Artikel 3 Verplichtingen voor opslaglocatie

Op een opslaglocatie wordt het destructiemateriaal bewaard in een afgesloten opbergruimte, die voorzien is van een vloeistofdichte vloer.

Artikel 4 Begrafenis of crematie

De artikelen 2 en 3 vinden geen toepassing indien het destructiemateriaal wordt begraven op het terrein van de eigenaar of houder of op een plaats, die ingevolge een besluit van het college voor dit doel is toegelaten danwel wordt verast in een crematorium.

Artikel 5 Inwerkingtreding en citeertitel

  • 1. De “Destructieverordening Zandvoort 1995” vastgesteld bij raadsbesluit van 26 september 1995 wordt ingetrokken met ingang van de in het tweede lid genoemde datum.

  • 2. Deze verordening treedt in werking op 1 april 2006.

  • 3. Deze verordening wordt aangehaald als “Destructieverordening 2006”.

Ondertekening

Aldus vastgesteld in de openbare raadsvergadering van 21 februari 2006.

De griffier
De voorzitter

TOELICHTING OP DE VERORDENING

ALGEMEEN

In de Destructiewet van 21 februari 1957 wordt de verwerking tot nuttige producten en onschadelijk maken van ondeugdelijk materiaal van dierlijke herkomst geregeld.
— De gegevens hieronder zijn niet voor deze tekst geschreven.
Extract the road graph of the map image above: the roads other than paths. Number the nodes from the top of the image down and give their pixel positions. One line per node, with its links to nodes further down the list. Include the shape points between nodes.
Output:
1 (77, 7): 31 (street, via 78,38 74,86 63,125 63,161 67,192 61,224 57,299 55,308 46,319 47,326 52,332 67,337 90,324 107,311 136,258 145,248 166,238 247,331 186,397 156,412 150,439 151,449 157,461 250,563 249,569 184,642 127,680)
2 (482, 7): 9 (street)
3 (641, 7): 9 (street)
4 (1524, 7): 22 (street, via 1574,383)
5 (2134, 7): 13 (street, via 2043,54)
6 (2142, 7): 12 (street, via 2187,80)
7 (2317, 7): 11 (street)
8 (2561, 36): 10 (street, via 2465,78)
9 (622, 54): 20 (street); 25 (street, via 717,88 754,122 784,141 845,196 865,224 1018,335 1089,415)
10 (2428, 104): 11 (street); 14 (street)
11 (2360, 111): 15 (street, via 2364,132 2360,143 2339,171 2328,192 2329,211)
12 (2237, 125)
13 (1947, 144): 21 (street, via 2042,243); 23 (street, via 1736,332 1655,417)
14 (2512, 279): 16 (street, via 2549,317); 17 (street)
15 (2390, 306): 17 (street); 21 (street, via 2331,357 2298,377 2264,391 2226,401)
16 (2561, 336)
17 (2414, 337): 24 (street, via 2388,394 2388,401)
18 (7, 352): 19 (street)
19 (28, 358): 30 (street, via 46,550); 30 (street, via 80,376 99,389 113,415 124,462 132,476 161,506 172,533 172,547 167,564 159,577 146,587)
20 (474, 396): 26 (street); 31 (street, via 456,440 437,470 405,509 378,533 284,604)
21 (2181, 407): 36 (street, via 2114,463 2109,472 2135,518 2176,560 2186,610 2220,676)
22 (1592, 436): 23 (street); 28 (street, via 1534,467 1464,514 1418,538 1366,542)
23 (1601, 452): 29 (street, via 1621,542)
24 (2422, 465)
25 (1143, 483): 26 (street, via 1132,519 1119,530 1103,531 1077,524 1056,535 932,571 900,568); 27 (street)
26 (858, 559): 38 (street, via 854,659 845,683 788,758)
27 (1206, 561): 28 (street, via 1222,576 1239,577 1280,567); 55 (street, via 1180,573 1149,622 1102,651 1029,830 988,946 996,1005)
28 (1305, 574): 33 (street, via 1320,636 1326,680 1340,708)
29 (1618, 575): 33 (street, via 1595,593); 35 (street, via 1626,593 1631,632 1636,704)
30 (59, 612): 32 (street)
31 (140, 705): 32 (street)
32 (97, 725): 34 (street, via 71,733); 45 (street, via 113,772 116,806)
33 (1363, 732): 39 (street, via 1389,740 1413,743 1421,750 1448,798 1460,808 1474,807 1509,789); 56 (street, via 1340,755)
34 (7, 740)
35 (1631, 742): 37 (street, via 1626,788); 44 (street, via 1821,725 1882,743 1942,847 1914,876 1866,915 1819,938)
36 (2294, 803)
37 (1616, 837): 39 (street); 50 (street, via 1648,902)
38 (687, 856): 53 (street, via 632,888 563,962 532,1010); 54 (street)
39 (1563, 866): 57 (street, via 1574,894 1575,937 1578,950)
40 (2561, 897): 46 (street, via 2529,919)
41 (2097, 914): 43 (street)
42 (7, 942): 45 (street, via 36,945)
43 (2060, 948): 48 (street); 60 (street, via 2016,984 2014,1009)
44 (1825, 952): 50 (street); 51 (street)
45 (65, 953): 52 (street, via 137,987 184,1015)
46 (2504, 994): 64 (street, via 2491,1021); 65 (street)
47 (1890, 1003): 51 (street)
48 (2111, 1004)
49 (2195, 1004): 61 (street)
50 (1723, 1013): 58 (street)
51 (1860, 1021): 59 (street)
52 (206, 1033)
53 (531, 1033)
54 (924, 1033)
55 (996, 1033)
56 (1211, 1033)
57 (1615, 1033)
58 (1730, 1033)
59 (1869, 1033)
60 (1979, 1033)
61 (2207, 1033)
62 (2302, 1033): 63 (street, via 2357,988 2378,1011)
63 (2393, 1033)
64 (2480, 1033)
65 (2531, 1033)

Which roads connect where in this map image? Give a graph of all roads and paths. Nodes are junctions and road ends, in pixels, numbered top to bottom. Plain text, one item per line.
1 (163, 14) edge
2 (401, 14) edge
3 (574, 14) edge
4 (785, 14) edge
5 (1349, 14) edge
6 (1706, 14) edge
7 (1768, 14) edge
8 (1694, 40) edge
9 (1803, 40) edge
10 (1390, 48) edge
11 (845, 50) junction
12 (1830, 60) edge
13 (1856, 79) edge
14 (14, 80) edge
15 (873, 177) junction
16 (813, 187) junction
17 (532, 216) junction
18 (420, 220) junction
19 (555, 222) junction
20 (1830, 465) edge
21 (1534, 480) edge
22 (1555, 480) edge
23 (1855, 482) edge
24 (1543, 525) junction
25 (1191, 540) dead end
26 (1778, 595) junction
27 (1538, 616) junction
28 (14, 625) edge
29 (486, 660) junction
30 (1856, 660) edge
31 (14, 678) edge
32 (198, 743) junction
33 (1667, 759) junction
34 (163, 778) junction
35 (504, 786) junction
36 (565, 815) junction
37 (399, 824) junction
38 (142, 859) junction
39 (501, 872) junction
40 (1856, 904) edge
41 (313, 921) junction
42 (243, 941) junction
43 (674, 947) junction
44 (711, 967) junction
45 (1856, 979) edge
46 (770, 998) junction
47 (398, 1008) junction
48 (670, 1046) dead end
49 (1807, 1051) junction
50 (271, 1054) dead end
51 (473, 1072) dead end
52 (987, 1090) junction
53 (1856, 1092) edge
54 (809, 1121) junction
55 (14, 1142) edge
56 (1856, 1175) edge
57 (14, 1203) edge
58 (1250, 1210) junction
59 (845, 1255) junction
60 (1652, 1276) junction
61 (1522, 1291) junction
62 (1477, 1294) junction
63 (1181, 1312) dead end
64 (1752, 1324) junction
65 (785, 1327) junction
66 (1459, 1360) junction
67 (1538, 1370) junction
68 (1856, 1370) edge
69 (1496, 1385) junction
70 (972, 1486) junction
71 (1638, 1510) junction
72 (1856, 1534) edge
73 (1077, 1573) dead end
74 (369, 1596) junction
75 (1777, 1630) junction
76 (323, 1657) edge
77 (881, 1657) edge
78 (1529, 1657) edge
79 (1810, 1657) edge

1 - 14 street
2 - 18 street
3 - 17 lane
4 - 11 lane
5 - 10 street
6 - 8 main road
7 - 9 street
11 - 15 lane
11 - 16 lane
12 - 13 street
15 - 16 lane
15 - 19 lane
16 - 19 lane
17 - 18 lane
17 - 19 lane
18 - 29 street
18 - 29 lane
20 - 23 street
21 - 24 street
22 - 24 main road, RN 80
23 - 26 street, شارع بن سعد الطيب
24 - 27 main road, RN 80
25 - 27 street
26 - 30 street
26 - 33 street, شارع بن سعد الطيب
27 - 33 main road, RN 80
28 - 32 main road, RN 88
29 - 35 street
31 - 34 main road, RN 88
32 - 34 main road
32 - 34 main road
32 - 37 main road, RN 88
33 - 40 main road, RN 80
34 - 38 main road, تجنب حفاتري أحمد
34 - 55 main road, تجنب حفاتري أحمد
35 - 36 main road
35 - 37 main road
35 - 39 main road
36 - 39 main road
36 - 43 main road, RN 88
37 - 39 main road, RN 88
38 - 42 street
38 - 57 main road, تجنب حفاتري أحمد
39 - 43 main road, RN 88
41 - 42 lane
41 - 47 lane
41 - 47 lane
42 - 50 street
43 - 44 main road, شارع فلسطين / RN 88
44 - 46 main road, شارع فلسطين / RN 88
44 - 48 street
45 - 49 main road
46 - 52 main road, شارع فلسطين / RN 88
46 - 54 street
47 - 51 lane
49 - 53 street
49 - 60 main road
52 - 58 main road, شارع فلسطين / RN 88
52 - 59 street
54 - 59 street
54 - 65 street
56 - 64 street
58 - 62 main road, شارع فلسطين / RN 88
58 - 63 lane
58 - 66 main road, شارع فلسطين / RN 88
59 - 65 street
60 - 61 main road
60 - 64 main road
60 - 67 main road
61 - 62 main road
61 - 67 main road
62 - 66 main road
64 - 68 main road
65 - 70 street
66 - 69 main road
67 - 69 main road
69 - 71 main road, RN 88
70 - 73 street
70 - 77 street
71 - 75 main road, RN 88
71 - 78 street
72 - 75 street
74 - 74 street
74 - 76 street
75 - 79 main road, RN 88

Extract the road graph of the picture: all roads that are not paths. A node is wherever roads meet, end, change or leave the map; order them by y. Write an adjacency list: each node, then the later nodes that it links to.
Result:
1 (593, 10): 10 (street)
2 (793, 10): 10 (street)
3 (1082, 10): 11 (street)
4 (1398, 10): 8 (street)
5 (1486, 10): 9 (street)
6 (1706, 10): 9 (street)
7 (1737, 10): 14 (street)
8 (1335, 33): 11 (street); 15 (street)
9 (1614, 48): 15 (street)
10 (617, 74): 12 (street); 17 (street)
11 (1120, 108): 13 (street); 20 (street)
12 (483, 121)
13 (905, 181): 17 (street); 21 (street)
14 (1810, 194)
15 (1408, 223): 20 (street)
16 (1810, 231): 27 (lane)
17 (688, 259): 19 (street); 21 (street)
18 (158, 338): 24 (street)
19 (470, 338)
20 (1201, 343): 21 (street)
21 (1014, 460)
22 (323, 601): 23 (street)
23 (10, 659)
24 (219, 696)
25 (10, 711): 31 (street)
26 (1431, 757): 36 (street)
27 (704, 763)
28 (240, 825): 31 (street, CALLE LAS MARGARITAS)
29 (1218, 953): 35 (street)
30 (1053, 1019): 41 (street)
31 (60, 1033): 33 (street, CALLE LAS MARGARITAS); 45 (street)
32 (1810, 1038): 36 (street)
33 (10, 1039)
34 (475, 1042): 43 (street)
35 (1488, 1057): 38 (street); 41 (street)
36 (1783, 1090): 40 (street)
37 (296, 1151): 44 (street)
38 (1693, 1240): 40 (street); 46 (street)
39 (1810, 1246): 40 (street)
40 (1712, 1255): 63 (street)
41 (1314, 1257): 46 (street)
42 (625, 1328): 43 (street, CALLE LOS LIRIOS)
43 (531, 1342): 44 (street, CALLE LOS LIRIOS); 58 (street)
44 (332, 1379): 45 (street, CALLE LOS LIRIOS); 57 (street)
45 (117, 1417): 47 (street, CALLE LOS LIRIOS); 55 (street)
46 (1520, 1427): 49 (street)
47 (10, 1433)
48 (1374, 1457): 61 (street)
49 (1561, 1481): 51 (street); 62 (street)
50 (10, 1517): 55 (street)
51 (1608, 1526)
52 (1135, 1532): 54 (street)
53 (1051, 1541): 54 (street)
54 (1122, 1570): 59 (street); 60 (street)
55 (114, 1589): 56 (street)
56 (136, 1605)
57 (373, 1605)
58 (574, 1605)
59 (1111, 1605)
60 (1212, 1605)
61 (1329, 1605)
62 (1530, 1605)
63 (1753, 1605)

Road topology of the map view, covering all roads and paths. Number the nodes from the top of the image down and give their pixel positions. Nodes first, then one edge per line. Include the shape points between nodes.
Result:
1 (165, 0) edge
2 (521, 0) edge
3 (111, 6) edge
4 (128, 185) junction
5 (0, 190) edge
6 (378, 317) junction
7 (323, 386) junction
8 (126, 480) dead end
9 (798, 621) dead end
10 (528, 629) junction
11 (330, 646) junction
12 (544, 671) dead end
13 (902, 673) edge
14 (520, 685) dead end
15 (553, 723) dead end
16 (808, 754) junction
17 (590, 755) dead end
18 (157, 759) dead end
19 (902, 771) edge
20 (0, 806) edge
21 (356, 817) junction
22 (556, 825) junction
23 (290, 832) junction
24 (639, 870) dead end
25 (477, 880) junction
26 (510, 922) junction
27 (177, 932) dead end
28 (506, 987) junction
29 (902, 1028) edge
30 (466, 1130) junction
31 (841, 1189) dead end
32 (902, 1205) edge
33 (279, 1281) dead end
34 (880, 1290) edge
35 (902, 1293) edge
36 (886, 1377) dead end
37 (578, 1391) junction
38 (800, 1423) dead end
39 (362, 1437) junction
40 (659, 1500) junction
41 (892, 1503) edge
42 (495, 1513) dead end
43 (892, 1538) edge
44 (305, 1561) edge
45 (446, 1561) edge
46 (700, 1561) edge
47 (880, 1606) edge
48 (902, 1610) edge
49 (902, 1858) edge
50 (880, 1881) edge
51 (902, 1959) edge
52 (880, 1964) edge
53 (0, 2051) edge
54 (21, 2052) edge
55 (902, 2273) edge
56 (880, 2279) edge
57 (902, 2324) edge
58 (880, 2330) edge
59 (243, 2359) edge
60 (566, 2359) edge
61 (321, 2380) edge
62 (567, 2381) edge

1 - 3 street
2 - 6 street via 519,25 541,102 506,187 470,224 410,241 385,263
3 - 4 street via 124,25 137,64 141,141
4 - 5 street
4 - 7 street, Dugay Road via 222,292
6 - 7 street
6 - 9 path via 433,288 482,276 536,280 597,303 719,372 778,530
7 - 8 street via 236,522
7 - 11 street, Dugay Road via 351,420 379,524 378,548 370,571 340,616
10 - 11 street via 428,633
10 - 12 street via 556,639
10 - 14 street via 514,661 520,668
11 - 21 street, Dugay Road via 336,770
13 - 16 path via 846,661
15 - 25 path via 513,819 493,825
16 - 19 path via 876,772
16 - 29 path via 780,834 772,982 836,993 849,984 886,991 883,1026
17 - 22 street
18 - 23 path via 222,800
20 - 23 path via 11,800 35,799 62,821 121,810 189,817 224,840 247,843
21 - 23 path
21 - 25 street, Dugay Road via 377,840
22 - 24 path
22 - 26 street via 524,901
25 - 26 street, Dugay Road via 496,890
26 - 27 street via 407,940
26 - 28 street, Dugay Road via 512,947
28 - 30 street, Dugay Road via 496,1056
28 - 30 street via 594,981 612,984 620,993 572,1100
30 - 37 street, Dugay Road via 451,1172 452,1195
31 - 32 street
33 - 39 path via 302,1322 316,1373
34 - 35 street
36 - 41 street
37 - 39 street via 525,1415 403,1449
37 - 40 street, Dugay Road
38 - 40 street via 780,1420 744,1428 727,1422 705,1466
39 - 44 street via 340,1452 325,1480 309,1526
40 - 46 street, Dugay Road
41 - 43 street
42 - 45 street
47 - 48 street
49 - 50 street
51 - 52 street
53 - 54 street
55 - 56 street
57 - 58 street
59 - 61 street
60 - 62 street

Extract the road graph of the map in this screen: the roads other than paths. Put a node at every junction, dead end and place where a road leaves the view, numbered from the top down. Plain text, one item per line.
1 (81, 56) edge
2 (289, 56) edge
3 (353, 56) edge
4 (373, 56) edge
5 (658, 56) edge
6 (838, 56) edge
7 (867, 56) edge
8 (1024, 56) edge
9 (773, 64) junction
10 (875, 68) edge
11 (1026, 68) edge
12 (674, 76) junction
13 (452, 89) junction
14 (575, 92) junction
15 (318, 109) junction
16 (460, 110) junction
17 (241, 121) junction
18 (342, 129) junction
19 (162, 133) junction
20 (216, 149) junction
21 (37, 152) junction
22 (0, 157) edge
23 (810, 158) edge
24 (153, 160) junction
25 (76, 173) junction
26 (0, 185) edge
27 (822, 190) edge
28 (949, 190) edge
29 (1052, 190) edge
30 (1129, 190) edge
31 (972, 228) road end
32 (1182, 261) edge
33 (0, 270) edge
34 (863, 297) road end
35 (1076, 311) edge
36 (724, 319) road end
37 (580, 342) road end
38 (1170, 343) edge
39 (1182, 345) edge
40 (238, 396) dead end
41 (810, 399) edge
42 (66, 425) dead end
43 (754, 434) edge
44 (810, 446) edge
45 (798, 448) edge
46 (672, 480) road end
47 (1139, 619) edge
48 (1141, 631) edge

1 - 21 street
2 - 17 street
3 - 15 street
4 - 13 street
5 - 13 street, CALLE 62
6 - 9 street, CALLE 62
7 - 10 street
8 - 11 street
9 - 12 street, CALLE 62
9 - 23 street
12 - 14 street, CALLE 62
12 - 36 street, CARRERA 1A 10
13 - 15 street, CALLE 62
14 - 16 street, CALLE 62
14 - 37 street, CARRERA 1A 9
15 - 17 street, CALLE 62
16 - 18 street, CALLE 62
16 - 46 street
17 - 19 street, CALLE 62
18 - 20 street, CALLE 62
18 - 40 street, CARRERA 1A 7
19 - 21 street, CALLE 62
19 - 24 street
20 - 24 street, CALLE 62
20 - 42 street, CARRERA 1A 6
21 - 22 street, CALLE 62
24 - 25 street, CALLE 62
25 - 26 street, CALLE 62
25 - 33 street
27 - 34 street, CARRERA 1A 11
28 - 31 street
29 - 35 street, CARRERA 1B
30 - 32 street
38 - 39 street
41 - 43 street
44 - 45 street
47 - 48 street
De destructie van dergelijk materiaal is aan strenge eisen verbonden. De Destructiewet draagt de raad in artikel 16 op om een aantal aanvullend zaken te regelen. Artikel 17 geeft aan op welk gebied de gemeente nog aanvullende regels mag stellen.

Bij plaatselijke verordening worden ten aanzien van hoog-risico-materiaal regels gesteld op het gebied van:

  • de aangifte en de bewaring door de eigenaar of houder van dat hoog-risico-materiaal;

  • het ophalen en het vervoer van dat hoog-risico-materiaal;

  • de overdracht van dat hoog-risico-materiaal aan de ondernemer.

Verder is in het Destructiebesluit geregeld dat zonder toestemming van Onze Minister, kadavers van gezelschapsdieren begraven mogen worden, mits de kadavers rechtstreeks als afval worden verwijderd door begraving op een terrein dat ter beschikking staat van de eigenaar of houder van desbetreffende dode dieren, dan wel op een plaats die ingevolge een besluit van het college is toegelaten.

De Destructieverordening 2006 regelt deze zaken.

ARTIKELSGEWIJZE TOELICHTING

Artikel 1

Op grond van artikel 2 van de wet zijn aangewezen als hoog-risico-afvalmateriaal; vogels en vissen overleden door botulisme danwel door vrieskou.

Artikel 2

Dit artikel regelt de verplichtingen van de aangifteplichtige.

De raad heeft de gemeentewerf aan de Kamerlingh Onnestraat 20 te Zandvoort aangewezen als opslaglocatie. Het college heeft de bevoegdheid gekregen om overigens nog plaatsen aan te wijzen die kunnen dienen als opslaglocatie.

Artikel 4

Dit artikel sluiten de toepassing van artikel 2 en 3 voor een aantal gevallen uit.